Load-bearing premise
The AI-assisted heuristic labels under a fixed schema and the controlled rebalancing accurately represent the true sets of required agents without introducing systematic bias into the multi-label evaluation.
What would settle it
Human re-labeling of the same 3,000 prompts that reverses the observed ranking between the fine-tuned encoder and the linear multilabel model on set-level metrics or on constrained utility.
Figures
read the original abstract
Tool and agent routing from natural-language prompts is naturally a set-valued prediction problem: a single query may require multiple agents, while over-selection increases execution cost. The benchmark introduced here is derived from WildChat and contains 3,000 prompts over a fixed 12-agent catalog, with AI-assisted heuristic labels under a fixed schema and controlled rebalancing for multi-label evaluation. The evaluation protocol combines set-level metrics (Precision, Recall, F1, Jaccard, and Exact Match), latency, an execution-oriented capability-coverage simulation, and a constrained weighted-routing setting based on ordinal agent-cost tiers. Compared methods include nearest-neighbor matching, linear multilabel classification, dependency-aware baselines, a fine-tuned encoder, deterministic weighted post-scoring via Weighted Agent Routing (WAR), and a zero-shot LLM baseline. Results show that supervised routers substantially outperform nearest-neighbor and zero-shot LLM routing. The fine-tuned encoder achieves the strongest unconstrained set accuracy, while the linear multilabel model provides the strongest practical baseline. In the constrained setting, the weighted routing layer improves utility when applied on top of strong supervised scorers, with the largest gain observed for Encoder+WAR. Overall, the benchmark and evaluation protocol support reproducible study of accuracy-cost trade-offs in fixed-catalog multi-agent routing.
Editorial analysis
A structured set of objections, weighed in public.
Referee Report
Summary. The manuscript introduces a benchmark for multi-agent routing as a set-valued prediction task, derived from WildChat with 3,000 prompts over a fixed 12-agent catalog. Labels are produced via AI-assisted heuristics under a fixed schema with controlled rebalancing.

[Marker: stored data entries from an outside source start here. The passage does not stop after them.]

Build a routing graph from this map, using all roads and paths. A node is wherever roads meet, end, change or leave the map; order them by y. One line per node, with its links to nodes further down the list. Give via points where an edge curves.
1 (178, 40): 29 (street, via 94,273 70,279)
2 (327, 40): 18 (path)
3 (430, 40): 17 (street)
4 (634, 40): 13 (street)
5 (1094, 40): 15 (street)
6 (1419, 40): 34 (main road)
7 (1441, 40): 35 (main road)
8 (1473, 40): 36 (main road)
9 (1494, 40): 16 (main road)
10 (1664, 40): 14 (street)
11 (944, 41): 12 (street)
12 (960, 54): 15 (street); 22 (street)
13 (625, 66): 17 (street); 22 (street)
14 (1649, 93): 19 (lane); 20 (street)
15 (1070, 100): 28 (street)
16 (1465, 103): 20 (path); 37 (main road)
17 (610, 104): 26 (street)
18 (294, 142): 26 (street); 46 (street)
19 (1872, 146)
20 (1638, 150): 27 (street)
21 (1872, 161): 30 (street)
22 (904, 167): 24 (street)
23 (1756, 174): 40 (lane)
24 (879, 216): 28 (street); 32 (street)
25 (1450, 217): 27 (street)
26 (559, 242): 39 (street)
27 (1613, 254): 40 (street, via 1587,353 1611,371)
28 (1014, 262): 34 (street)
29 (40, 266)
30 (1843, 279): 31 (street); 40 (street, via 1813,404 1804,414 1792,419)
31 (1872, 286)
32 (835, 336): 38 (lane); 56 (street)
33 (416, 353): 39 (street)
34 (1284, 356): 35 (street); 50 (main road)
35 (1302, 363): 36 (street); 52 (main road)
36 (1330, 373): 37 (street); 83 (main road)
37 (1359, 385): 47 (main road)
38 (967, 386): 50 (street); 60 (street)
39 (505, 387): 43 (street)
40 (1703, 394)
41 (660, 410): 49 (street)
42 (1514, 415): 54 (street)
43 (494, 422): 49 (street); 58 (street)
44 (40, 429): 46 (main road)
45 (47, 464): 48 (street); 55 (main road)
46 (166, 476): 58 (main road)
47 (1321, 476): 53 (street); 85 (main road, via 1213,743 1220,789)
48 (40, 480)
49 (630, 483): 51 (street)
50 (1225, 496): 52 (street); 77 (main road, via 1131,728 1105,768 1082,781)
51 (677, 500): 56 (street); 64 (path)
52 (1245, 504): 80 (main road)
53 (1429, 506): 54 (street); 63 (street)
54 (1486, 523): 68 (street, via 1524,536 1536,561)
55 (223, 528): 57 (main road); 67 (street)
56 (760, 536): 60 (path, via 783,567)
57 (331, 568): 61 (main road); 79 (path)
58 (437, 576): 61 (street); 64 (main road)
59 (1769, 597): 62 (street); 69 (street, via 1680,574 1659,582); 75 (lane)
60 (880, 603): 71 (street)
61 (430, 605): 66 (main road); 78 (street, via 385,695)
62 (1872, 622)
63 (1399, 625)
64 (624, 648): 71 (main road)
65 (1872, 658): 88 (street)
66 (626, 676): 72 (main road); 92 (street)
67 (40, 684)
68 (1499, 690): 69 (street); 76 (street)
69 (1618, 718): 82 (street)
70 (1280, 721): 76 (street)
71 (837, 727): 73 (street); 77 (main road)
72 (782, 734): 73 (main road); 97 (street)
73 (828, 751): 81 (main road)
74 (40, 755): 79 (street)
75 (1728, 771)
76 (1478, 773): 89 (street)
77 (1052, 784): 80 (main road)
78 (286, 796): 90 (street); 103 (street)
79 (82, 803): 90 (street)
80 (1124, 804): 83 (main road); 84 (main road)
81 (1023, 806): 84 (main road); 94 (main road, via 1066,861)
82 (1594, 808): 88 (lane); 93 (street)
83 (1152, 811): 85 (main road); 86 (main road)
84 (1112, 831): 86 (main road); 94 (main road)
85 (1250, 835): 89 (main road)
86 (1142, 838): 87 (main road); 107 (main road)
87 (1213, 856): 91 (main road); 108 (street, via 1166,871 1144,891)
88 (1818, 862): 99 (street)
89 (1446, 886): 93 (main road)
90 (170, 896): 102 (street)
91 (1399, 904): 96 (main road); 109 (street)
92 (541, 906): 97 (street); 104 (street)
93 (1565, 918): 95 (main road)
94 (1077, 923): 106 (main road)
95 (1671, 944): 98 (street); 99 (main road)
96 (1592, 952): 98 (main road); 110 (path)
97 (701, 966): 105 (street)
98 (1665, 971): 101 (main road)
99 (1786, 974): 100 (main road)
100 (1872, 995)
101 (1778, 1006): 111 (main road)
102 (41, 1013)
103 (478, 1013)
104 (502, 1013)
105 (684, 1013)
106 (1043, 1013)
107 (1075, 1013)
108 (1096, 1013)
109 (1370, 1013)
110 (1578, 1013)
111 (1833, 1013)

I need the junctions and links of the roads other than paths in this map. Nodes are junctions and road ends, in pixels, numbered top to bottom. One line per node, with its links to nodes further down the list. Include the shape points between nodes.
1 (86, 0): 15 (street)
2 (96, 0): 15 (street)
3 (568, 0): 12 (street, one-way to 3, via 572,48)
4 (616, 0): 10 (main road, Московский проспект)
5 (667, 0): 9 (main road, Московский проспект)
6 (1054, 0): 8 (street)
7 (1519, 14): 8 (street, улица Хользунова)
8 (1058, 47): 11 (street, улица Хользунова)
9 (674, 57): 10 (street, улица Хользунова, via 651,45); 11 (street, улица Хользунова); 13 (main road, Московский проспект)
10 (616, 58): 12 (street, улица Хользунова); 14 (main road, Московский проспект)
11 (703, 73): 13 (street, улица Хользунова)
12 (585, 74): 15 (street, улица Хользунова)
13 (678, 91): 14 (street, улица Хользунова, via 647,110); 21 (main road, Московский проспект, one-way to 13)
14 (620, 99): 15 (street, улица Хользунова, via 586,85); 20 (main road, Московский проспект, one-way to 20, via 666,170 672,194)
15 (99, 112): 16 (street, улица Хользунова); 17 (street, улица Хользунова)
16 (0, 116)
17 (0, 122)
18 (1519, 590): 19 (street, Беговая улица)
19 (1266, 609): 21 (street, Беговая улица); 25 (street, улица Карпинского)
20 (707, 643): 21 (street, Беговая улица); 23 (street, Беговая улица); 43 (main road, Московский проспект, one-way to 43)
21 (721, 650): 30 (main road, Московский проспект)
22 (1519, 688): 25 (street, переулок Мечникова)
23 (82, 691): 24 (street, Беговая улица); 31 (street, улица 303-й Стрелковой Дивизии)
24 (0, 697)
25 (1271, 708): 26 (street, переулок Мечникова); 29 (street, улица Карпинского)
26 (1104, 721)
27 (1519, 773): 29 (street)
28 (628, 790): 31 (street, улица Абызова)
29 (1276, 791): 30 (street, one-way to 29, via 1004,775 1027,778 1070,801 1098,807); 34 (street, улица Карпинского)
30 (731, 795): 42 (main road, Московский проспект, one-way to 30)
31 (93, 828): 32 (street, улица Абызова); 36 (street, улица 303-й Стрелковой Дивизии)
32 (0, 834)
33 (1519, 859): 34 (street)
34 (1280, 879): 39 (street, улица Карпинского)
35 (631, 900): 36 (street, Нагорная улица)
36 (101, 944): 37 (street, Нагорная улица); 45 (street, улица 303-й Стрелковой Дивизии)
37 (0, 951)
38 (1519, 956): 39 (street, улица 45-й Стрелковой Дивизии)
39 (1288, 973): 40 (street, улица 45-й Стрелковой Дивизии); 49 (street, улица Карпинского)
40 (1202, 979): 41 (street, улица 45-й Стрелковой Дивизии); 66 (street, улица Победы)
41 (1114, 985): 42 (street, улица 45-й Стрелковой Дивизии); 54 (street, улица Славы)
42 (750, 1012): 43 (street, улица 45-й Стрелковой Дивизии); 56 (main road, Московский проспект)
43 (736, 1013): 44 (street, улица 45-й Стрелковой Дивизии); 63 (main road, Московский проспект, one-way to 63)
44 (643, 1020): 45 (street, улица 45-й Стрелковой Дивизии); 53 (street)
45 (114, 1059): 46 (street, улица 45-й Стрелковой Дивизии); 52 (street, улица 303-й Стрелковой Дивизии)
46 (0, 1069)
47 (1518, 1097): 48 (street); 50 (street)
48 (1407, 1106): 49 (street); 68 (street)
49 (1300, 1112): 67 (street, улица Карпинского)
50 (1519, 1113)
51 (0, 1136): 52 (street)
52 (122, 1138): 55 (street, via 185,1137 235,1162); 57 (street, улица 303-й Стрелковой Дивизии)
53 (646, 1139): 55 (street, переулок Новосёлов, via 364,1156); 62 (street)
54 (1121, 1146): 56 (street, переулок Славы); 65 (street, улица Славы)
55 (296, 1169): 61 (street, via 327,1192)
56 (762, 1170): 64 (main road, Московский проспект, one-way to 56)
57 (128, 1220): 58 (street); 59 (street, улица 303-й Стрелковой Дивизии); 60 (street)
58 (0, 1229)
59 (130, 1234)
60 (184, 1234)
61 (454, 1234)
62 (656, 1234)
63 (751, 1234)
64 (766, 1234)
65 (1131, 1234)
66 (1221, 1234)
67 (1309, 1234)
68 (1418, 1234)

It evaluates nearest-neighbor matching, linear multilabel classification, dependency-aware baselines, a fine-tuned encoder, deterministic Weighted Agent Routing (WAR), and zero-shot LLM routing using set-level metrics (Precision/Recall/F1/Jaccard/Exact Match), latency, capability-coverage simulation, and a constrained weighted-routing setting. Claims include that supervised routers substantially outperform nearest-neighbor and zero-shot baselines, with the fine-tuned encoder strongest on unconstrained set accuracy, the linear model strongest as a practical baseline, and WAR improving utility on top of supervised scorers (largest gain for Encoder+WAR).
Significance. If the labels are shown to be reliable, the work supplies a reproducible benchmark and cost-aware evaluation protocol for fixed-catalog multi-agent routing, including an execution-oriented simulation and ordinal cost tiers that could support future accuracy-cost studies.
major comments (1)
- [Benchmark construction and labeling procedure (as described in the abstract)] The central empirical claims (supervised routers outperforming baselines on set accuracy and constrained utility) rest on labels generated by AI-assisted heuristics under a fixed 12-agent schema followed by controlled rebalancing. No description of human validation, inter-annotator agreement, or sensitivity analysis to the labeling procedure is provided; any systematic bias in agent assignment would propagate to all reported metrics (Precision/Recall/F1, capability-coverage, and WAR utility gains) and undermine the comparative results.
minor comments (2)
- [Abstract] The abstract reports comparative outcomes without any numerical values, error bars, dataset statistics, or label-distribution details, which reduces the ability to gauge effect sizes from the summary alone.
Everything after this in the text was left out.